* Try it *
Return only the lines running from the top of the entries to the line with "0 #baaaa8) drop-shadow(-1px", inclusive, exactly as written.

##### Information provided #####

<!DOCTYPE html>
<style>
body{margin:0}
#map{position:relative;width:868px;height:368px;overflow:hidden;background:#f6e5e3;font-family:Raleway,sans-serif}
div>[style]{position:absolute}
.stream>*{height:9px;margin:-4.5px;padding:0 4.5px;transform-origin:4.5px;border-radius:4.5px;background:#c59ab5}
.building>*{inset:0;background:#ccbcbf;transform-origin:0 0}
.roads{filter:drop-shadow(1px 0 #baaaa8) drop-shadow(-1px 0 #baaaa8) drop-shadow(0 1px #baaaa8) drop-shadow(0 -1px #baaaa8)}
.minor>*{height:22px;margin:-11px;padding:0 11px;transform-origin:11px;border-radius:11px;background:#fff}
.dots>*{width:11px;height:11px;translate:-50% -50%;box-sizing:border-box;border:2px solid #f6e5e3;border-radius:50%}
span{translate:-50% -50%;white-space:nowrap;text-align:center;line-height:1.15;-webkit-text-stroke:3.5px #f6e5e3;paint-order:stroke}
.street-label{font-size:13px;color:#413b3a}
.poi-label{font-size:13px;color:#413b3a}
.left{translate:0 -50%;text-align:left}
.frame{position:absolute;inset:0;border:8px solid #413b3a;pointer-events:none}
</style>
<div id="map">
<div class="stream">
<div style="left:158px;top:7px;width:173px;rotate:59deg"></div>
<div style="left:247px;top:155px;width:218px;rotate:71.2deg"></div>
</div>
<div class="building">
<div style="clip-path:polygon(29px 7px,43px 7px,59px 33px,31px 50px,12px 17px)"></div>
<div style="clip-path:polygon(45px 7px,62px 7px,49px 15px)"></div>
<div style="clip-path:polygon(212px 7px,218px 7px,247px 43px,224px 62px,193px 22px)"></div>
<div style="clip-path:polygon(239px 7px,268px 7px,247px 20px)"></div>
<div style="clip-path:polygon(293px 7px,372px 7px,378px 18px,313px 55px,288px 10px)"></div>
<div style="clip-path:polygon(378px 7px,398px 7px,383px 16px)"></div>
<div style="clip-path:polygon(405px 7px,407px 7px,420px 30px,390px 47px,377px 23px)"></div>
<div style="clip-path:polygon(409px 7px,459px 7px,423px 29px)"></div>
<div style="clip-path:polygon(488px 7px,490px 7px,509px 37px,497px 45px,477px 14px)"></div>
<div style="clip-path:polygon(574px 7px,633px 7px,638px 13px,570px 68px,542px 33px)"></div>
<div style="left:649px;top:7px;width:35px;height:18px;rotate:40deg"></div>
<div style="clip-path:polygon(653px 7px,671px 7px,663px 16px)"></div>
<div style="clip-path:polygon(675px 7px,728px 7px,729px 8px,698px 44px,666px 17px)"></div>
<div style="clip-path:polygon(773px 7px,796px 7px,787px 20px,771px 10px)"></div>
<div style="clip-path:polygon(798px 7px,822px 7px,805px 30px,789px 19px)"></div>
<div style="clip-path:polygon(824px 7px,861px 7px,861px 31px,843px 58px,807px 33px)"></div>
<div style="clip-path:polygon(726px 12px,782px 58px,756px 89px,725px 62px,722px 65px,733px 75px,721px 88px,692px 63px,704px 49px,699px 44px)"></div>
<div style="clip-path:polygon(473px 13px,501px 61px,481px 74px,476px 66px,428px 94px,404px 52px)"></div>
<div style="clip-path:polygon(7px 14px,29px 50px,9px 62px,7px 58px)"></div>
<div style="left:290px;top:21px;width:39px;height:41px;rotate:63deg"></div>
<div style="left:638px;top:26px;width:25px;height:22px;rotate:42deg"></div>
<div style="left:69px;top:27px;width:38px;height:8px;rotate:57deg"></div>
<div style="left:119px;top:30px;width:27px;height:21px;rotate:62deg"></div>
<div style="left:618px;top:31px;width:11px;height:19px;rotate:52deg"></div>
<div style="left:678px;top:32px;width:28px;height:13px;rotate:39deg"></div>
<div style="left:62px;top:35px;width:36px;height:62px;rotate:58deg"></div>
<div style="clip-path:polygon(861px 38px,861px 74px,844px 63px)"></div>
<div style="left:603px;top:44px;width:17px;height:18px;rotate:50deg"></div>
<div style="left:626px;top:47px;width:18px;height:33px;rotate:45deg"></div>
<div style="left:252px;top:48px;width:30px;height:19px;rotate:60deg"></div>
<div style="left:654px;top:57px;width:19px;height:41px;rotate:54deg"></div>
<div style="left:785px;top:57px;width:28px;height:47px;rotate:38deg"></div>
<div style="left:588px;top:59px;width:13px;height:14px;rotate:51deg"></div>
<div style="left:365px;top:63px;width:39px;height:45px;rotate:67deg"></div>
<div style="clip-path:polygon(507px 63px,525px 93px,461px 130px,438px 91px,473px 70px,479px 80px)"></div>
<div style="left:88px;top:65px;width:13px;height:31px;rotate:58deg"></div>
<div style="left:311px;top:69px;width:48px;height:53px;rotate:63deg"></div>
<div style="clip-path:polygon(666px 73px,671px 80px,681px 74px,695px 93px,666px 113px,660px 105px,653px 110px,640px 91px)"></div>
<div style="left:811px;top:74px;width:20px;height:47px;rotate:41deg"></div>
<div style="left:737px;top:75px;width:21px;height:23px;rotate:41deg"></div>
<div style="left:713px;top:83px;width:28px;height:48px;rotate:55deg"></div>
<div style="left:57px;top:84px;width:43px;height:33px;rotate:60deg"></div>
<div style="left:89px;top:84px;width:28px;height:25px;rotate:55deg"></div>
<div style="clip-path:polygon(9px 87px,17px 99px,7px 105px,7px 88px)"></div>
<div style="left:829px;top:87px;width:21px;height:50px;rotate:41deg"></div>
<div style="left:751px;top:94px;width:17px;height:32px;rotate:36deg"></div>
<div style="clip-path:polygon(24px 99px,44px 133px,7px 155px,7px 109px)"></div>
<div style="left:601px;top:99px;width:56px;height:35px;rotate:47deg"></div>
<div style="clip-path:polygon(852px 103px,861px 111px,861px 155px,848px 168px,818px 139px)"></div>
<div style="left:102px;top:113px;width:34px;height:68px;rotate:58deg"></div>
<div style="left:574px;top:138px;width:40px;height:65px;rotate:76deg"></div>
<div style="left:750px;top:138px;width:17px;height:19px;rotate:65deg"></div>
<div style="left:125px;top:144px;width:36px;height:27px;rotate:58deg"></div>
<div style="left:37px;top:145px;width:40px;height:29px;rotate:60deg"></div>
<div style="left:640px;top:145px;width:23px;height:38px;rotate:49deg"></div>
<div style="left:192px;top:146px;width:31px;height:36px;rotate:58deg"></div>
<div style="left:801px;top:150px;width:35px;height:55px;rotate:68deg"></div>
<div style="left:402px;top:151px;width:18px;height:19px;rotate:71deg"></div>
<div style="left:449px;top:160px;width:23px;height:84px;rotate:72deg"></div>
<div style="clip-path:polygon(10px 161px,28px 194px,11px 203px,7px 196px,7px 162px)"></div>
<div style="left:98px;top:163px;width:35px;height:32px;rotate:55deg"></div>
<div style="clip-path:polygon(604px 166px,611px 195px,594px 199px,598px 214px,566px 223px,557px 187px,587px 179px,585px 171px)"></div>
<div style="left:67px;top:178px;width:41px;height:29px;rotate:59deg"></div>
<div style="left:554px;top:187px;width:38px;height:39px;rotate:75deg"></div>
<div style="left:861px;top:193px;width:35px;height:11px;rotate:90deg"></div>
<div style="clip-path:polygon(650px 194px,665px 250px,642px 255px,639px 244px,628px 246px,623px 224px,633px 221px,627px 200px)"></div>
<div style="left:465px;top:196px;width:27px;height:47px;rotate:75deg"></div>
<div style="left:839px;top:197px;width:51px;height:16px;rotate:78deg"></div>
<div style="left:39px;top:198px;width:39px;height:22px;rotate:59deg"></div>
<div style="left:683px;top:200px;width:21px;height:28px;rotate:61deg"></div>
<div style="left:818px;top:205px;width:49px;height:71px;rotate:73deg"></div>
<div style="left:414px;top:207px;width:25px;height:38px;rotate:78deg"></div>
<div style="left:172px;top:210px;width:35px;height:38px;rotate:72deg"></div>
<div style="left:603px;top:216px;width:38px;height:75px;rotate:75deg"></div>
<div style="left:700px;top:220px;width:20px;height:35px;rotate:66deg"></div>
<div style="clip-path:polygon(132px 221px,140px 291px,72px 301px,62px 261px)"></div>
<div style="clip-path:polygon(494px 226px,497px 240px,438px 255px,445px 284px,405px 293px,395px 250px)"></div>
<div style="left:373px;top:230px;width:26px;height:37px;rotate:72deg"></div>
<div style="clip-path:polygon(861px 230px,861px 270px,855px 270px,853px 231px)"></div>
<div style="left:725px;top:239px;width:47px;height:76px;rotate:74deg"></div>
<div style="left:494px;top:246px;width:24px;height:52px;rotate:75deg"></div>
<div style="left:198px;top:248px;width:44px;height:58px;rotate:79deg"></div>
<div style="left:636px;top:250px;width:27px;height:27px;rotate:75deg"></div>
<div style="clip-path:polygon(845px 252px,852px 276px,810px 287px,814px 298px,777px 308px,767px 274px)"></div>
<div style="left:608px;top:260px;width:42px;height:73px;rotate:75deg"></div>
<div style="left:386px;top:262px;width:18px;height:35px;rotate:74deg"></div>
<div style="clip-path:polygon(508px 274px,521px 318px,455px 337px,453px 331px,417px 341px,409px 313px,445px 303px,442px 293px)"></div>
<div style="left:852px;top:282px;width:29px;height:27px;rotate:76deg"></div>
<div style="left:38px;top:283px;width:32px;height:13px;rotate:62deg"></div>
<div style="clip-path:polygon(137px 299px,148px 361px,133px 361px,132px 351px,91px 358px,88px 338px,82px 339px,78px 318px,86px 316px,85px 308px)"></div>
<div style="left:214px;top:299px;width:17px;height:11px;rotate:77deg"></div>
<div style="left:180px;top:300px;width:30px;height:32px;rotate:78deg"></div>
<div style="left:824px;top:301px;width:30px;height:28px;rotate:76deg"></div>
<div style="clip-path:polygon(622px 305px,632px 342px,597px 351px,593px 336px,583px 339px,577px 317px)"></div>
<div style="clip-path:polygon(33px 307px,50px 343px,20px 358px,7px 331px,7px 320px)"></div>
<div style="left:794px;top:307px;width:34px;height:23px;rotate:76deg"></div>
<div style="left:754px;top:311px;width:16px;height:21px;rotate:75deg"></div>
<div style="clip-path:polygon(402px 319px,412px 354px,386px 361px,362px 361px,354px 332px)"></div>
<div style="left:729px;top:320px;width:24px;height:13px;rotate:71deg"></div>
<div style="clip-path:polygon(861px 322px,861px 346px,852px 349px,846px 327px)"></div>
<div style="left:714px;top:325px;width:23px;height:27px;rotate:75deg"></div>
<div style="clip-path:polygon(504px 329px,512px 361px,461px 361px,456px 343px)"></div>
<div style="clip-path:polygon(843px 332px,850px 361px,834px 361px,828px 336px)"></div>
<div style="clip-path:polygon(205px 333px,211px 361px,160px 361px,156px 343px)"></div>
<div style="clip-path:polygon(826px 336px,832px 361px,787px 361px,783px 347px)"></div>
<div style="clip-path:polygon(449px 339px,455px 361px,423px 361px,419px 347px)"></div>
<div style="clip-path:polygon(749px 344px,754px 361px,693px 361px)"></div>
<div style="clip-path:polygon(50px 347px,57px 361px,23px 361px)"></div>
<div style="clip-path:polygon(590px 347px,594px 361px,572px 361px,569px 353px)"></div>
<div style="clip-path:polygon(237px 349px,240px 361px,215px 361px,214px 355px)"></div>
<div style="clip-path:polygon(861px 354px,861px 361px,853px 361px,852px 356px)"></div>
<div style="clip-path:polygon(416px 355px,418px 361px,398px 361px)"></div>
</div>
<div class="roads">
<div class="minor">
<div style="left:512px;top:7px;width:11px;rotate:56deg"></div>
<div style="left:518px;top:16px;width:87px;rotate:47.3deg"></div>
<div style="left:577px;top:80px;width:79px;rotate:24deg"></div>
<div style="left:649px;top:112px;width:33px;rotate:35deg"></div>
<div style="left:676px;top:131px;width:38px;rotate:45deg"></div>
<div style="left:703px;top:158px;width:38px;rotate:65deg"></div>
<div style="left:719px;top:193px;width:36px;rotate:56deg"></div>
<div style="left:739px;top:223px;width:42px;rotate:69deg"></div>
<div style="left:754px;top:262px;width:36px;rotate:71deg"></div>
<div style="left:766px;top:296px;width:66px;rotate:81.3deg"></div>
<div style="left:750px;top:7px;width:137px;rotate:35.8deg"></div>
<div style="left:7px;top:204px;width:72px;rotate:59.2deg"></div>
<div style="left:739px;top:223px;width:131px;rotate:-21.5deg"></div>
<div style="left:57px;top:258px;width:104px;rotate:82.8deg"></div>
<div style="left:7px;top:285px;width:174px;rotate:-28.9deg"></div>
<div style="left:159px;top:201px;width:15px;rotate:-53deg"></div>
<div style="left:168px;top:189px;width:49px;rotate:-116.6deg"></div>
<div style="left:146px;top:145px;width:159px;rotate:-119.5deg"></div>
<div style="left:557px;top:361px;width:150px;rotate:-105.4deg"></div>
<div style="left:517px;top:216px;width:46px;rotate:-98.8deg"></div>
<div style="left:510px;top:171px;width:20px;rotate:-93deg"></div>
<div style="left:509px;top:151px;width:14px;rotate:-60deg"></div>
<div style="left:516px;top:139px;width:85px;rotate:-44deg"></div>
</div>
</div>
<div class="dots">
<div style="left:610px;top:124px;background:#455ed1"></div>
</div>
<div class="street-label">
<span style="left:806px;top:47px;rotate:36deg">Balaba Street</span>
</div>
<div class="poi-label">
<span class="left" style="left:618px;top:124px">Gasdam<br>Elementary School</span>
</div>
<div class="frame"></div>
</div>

#####

* Response for this exercise *
<!DOCTYPE html>
<style>
body{margin:0}
#map{position:relative;width:868px;height:368px;overflow:hidden;background:#f6e5e3;font-family:Raleway,sans-serif}
div>[style]{position:absolute}
.stream>*{height:9px;margin:-4.5px;padding:0 4.5px;transform-origin:4.5px;border-radius:4.5px;background:#c59ab5}
.building>*{inset:0;background:#ccbcbf;transform-origin:0 0}
.roads{filter:drop-shadow(1px 0 #baaaa8) drop-shadow(-1px 0 #baaaa8) drop-shadow(0 1px #baaaa8) drop-shadow(0 -1px #baaaa8)}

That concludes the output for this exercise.